Pose estimation data

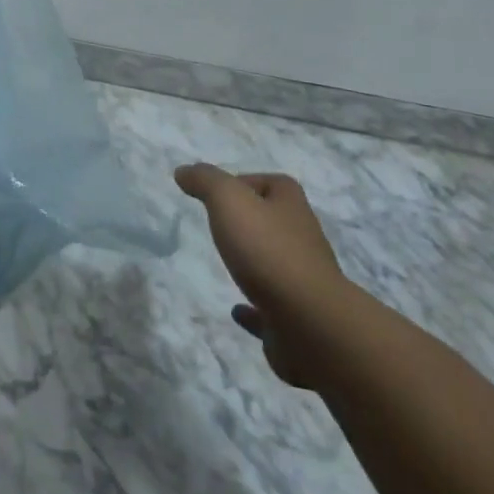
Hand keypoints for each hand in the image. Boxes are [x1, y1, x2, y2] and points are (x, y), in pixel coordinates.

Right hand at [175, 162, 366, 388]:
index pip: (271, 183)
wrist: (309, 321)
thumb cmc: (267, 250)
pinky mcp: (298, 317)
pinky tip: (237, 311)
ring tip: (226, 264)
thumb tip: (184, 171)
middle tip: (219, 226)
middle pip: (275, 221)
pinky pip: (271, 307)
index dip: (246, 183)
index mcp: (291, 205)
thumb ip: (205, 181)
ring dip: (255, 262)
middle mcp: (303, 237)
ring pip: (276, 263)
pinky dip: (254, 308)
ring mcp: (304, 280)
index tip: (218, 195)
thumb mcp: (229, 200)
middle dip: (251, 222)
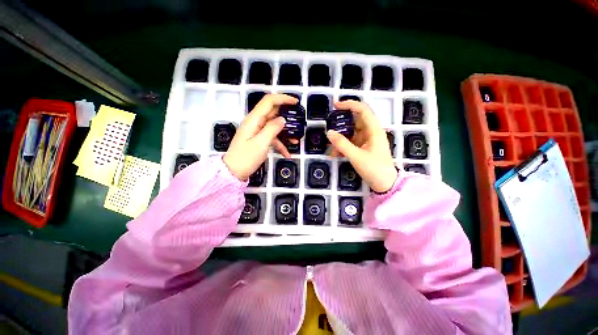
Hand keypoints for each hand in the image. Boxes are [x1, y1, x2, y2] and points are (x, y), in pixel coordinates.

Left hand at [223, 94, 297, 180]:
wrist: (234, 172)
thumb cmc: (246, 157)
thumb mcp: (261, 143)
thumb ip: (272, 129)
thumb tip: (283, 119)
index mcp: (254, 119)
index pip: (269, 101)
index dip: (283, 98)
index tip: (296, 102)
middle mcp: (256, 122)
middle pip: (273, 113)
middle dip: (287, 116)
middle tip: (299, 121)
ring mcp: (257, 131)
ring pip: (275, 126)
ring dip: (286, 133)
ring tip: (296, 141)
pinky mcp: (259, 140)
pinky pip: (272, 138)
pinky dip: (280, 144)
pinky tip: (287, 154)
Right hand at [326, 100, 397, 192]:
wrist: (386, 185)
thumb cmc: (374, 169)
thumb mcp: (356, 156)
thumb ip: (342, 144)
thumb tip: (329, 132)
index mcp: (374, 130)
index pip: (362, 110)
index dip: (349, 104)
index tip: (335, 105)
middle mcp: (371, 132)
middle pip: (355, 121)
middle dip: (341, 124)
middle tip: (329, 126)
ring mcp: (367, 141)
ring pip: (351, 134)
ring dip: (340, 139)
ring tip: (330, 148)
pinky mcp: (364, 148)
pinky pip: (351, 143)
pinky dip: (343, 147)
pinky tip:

### TASK BRIEF
Each line from the one containing "ring mcp: (304, 280)" through the last line above should be retyped exactly, and no other line. Any picture is to be left out.

### SOLUTION TO THE PROBLEM
ring mcp: (304, 280)
index tip: (218, 195)
thumb mcp: (229, 200)
middle dip: (251, 222)
Hand keypoints for each hand in the image. Boxes are [x1, y1, x2, y2] and points are (x, y), in pixel coordinates.

Left hand at [223, 94, 297, 180]:
wrist: (234, 172)
thumb cmc: (246, 157)
thumb mcp: (261, 143)
thumb ip: (272, 129)
thumb tip: (283, 119)
index mcp: (254, 119)
index pip: (269, 101)
index dip: (283, 98)
index tip: (296, 102)
middle mcp: (256, 122)
middle pip: (273, 113)
middle dip: (287, 116)
middle tip: (299, 121)
ring mcp: (257, 131)
ring pip: (275, 126)
ring dip: (286, 133)
ring tip: (296, 141)
pinky mcp: (259, 140)
pinky pip: (272, 138)
pinky dip: (280, 144)
pinky tip: (287, 154)
Right hand at [326, 100, 397, 192]:
wrist: (386, 185)
thumb cmc: (374, 169)
thumb mcp: (356, 156)
thumb ip: (342, 144)
thumb tip: (329, 132)
index mcp: (374, 130)
index pip: (362, 110)
index dip: (349, 104)
index tip: (335, 105)
middle mcp: (371, 132)
middle pip: (355, 121)
middle dip: (341, 124)
middle tip: (329, 126)
ring mcp: (367, 141)
ring pip: (351, 134)
ring dip: (340, 139)
ring tip: (330, 148)
pinky mcp: (364, 148)
pinky pip: (351, 143)
pinky dip: (343, 147)
pinky tip:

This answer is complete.